What number of lines in the data below contain the string "Mwembe"? Answer with that number alone.

=== DATA EXTRACT ===

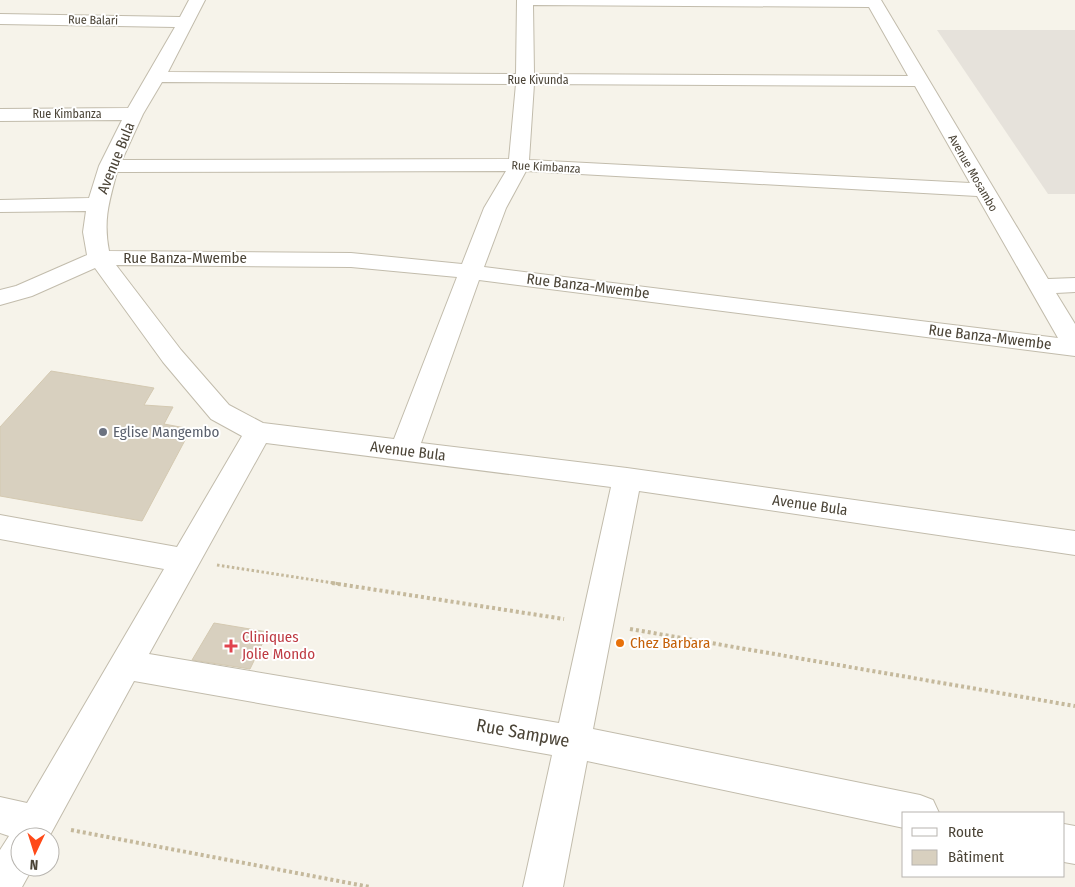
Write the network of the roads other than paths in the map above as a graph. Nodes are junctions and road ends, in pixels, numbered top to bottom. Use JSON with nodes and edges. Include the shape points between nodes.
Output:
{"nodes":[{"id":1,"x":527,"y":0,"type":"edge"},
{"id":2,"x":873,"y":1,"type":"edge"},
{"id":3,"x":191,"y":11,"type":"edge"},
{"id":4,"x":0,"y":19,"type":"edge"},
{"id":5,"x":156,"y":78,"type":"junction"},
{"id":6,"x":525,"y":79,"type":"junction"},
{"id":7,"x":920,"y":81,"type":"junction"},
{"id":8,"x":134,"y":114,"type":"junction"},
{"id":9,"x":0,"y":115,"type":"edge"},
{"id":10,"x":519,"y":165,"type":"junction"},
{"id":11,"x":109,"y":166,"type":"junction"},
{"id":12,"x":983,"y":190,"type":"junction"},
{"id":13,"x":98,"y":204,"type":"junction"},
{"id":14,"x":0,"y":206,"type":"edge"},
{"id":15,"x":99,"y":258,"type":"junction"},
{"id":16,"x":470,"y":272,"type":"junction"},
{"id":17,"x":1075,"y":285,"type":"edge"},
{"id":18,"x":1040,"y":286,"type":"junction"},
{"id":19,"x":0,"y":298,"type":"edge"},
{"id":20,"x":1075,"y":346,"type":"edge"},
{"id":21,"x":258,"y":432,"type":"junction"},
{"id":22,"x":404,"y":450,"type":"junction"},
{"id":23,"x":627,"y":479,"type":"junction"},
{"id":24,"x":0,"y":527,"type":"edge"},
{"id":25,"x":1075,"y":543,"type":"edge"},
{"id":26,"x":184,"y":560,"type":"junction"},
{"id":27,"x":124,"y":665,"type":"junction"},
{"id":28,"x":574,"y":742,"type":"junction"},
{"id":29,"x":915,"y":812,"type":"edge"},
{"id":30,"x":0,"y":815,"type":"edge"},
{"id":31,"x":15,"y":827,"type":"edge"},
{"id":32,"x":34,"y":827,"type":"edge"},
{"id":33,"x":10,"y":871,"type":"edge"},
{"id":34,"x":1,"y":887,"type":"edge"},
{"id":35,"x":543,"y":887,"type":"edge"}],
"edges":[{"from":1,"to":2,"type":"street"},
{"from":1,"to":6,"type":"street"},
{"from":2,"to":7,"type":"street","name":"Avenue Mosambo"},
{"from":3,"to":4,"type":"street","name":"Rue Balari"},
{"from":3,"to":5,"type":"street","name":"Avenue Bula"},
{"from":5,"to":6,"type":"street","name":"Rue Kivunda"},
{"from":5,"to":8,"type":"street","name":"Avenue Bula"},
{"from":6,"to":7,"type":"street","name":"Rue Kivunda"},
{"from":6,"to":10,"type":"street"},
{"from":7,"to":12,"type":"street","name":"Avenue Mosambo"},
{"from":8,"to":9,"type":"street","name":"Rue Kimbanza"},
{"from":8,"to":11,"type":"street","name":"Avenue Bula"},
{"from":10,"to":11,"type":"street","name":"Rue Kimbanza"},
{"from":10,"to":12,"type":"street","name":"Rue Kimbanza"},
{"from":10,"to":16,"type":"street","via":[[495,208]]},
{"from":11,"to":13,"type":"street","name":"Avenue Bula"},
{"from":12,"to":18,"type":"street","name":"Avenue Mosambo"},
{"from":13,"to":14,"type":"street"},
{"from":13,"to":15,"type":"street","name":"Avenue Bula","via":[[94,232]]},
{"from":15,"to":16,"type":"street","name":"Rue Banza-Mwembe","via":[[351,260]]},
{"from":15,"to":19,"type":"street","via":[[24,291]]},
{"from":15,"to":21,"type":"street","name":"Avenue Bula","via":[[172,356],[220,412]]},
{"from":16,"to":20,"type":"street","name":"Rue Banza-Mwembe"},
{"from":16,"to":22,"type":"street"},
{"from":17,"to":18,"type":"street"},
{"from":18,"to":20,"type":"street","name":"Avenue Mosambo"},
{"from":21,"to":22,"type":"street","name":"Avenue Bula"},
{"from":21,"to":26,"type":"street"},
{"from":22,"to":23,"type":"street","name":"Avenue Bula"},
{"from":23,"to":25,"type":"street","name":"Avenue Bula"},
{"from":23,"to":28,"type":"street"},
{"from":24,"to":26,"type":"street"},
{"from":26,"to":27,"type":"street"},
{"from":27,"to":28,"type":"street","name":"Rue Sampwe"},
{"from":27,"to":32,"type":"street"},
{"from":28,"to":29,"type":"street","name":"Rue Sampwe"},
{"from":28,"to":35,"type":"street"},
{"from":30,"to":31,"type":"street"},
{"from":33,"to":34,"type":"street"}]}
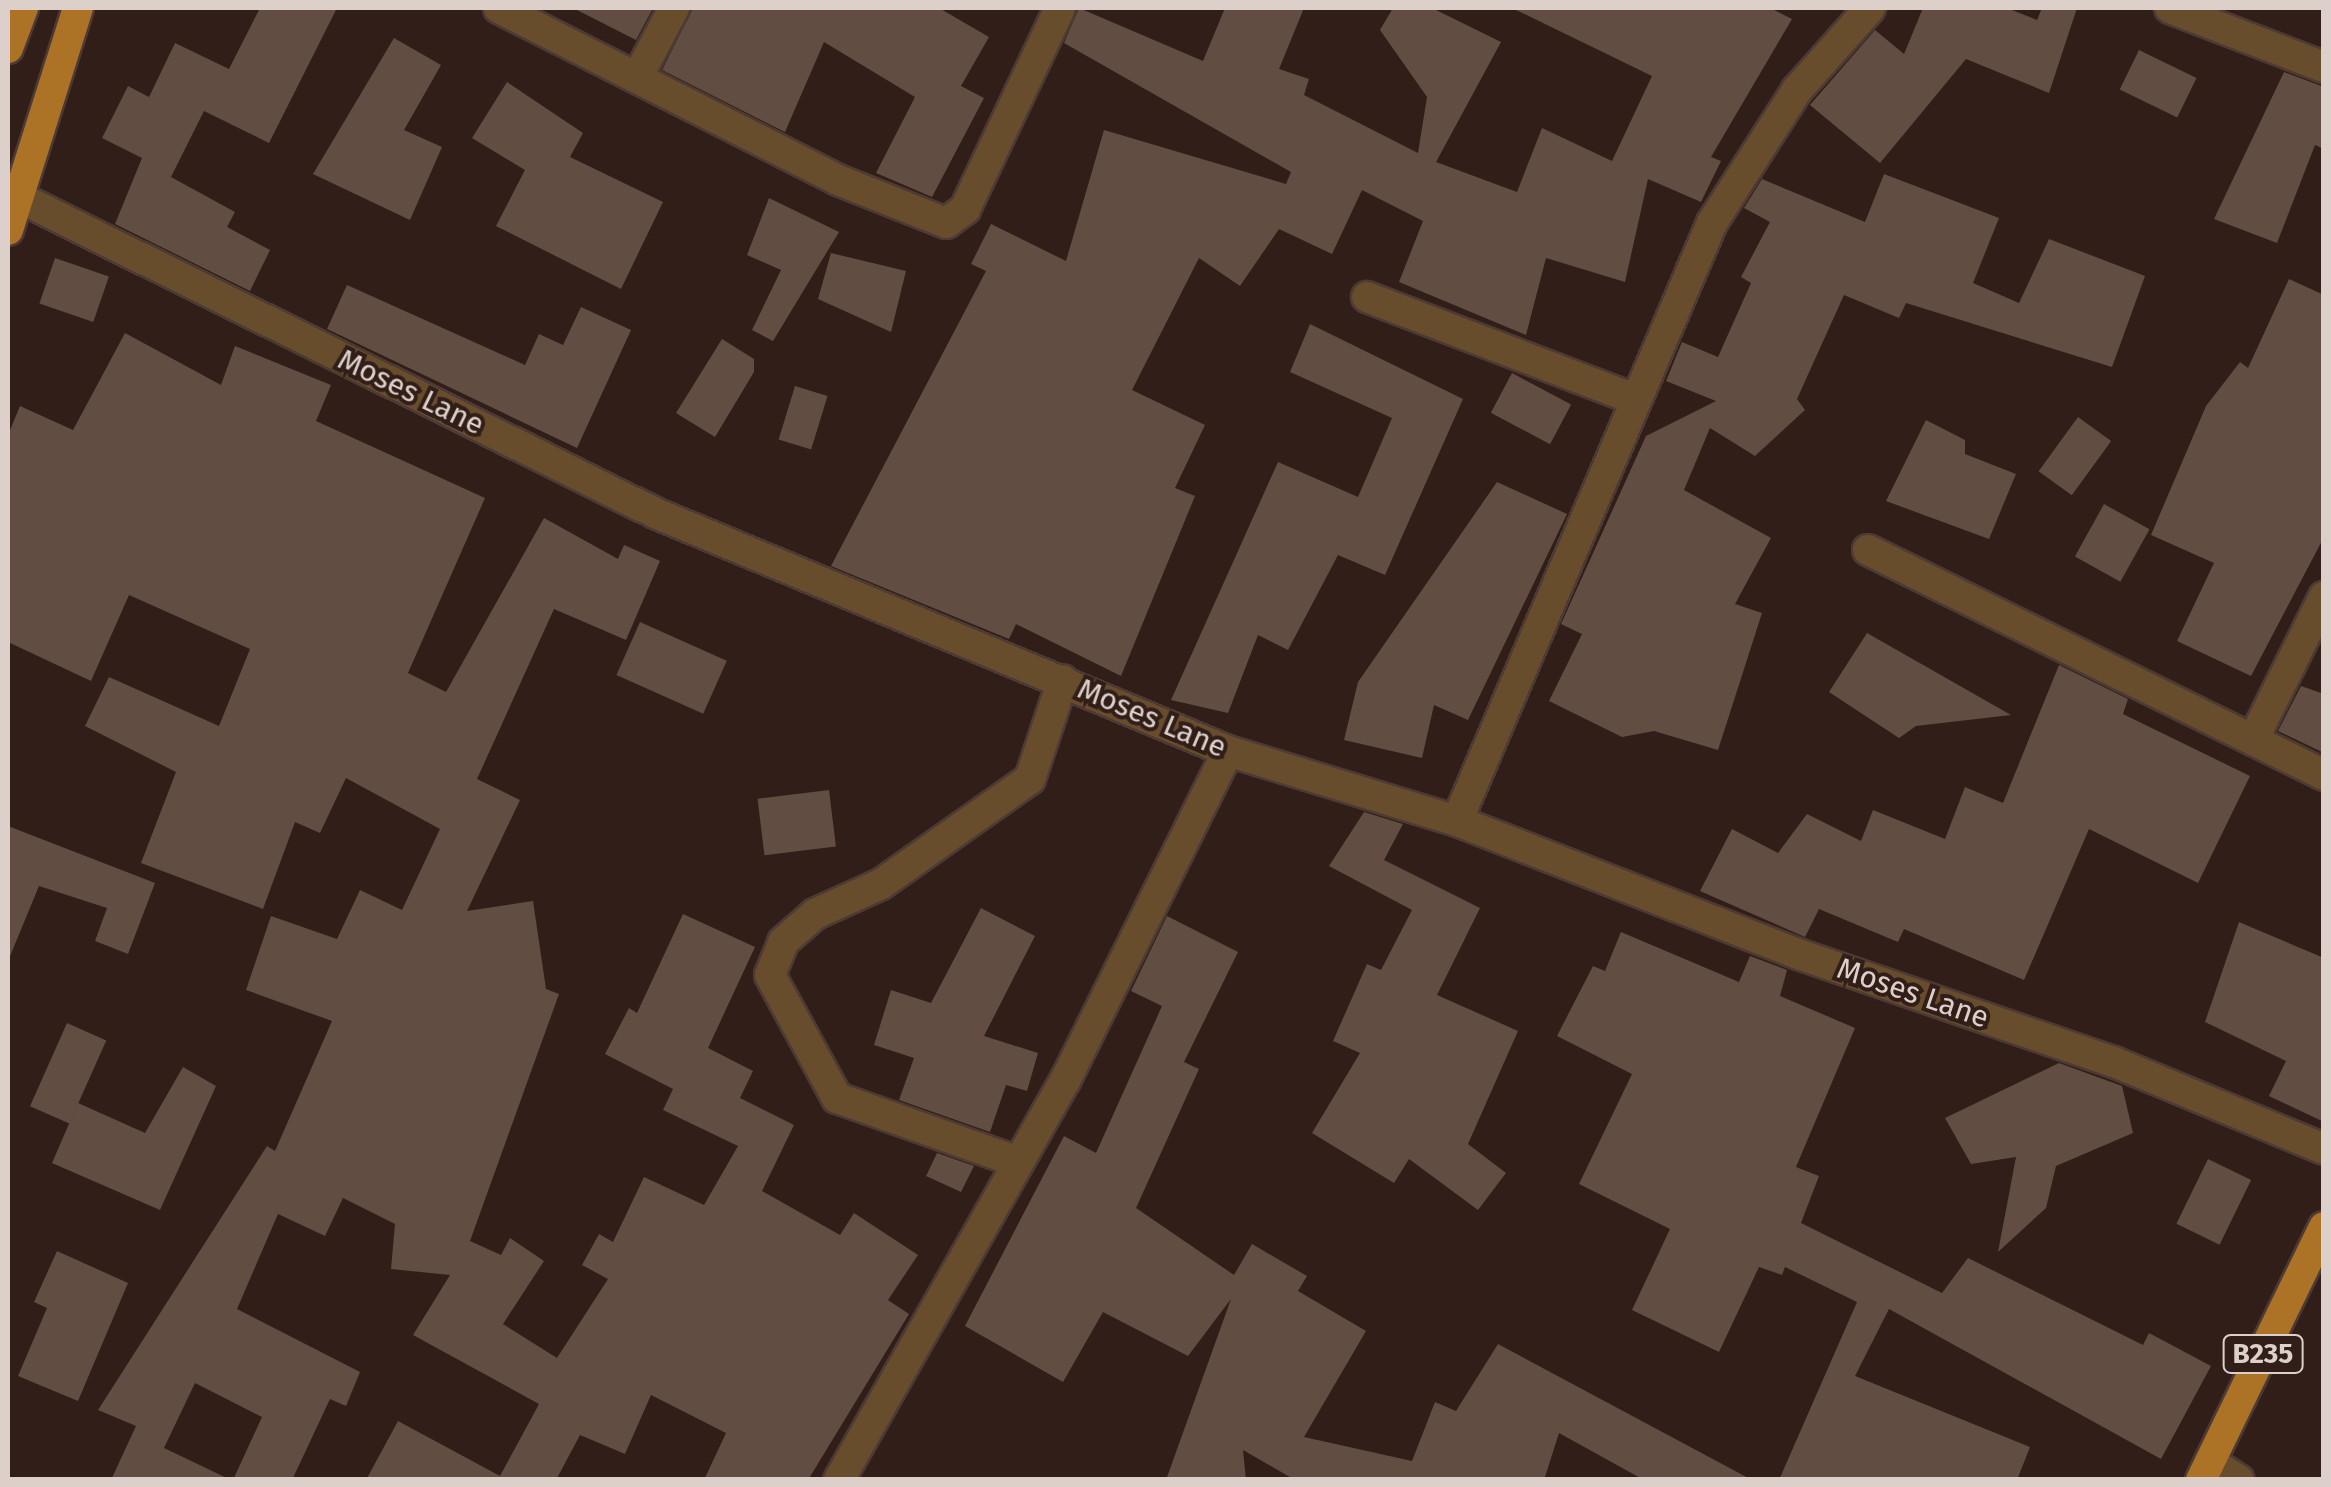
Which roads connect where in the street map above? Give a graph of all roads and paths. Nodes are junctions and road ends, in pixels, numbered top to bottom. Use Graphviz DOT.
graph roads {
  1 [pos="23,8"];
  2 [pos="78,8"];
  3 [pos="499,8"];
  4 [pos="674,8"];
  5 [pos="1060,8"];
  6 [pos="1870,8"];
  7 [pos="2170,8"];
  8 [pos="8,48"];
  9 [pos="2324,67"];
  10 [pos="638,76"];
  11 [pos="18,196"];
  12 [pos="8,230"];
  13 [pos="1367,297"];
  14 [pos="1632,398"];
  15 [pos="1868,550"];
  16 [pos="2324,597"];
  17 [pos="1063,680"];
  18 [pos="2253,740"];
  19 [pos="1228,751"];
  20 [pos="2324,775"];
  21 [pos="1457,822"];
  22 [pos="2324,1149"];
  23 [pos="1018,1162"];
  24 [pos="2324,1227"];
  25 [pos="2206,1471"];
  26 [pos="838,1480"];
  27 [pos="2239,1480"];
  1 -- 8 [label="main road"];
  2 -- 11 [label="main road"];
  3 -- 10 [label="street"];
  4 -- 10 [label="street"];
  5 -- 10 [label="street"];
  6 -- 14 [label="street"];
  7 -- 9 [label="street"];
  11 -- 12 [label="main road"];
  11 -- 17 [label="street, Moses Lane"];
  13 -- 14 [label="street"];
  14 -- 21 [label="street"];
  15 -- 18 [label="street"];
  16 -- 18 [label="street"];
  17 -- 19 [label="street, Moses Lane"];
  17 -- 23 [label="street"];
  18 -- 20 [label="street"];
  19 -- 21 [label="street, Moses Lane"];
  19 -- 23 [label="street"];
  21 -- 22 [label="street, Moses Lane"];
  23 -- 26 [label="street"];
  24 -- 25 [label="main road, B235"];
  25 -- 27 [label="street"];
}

===

[RESPONSE TO THIS TASK]
2